►

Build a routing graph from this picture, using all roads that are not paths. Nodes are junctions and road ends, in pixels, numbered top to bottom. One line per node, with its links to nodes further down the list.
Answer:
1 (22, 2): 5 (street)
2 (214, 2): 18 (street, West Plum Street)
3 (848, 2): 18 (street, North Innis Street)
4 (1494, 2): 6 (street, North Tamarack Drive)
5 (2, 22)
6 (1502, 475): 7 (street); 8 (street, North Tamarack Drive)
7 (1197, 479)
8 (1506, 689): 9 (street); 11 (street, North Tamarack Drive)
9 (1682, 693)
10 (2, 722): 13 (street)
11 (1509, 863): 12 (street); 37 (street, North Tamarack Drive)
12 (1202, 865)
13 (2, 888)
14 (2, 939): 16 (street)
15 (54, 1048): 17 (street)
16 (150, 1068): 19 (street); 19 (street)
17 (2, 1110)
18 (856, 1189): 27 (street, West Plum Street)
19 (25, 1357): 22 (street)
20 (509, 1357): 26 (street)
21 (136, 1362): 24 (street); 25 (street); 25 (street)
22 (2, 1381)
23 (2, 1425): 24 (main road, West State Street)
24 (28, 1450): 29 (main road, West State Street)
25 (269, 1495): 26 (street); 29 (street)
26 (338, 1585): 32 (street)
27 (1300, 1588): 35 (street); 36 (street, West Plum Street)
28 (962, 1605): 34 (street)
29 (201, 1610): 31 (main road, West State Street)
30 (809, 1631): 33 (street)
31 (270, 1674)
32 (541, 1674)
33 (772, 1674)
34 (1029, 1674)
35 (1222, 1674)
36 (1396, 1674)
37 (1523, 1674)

◄

__What the task asks__. Every record must be transcribed exactly, with no line skipped.

__Answer to the problem__.
Build a routing graph from this picture, using all roads that are not paths. Nodes are junctions and road ends, in pixels, numbered top to bottom. One line per node, with its links to nodes further down the list.
Answer:
1 (22, 2): 5 (street)
2 (214, 2): 18 (street, West Plum Street)
3 (848, 2): 18 (street, North Innis Street)
4 (1494, 2): 6 (street, North Tamarack Drive)
5 (2, 22)
6 (1502, 475): 7 (street); 8 (street, North Tamarack Drive)
7 (1197, 479)
8 (1506, 689): 9 (street); 11 (street, North Tamarack Drive)
9 (1682, 693)
10 (2, 722): 13 (street)
11 (1509, 863): 12 (street); 37 (street, North Tamarack Drive)
12 (1202, 865)
13 (2, 888)
14 (2, 939): 16 (street)
15 (54, 1048): 17 (street)
16 (150, 1068): 19 (street); 19 (street)
17 (2, 1110)
18 (856, 1189): 27 (street, West Plum Street)
19 (25, 1357): 22 (street)
20 (509, 1357): 26 (street)
21 (136, 1362): 24 (street); 25 (street); 25 (street)
22 (2, 1381)
23 (2, 1425): 24 (main road, West State Street)
24 (28, 1450): 29 (main road, West State Street)
25 (269, 1495): 26 (street); 29 (street)
26 (338, 1585): 32 (street)
27 (1300, 1588): 35 (street); 36 (street, West Plum Street)
28 (962, 1605): 34 (street)
29 (201, 1610): 31 (main road, West State Street)
30 (809, 1631): 33 (street)
31 (270, 1674)
32 (541, 1674)
33 (772, 1674)
34 (1029, 1674)
35 (1222, 1674)
36 (1396, 1674)
37 (1523, 1674)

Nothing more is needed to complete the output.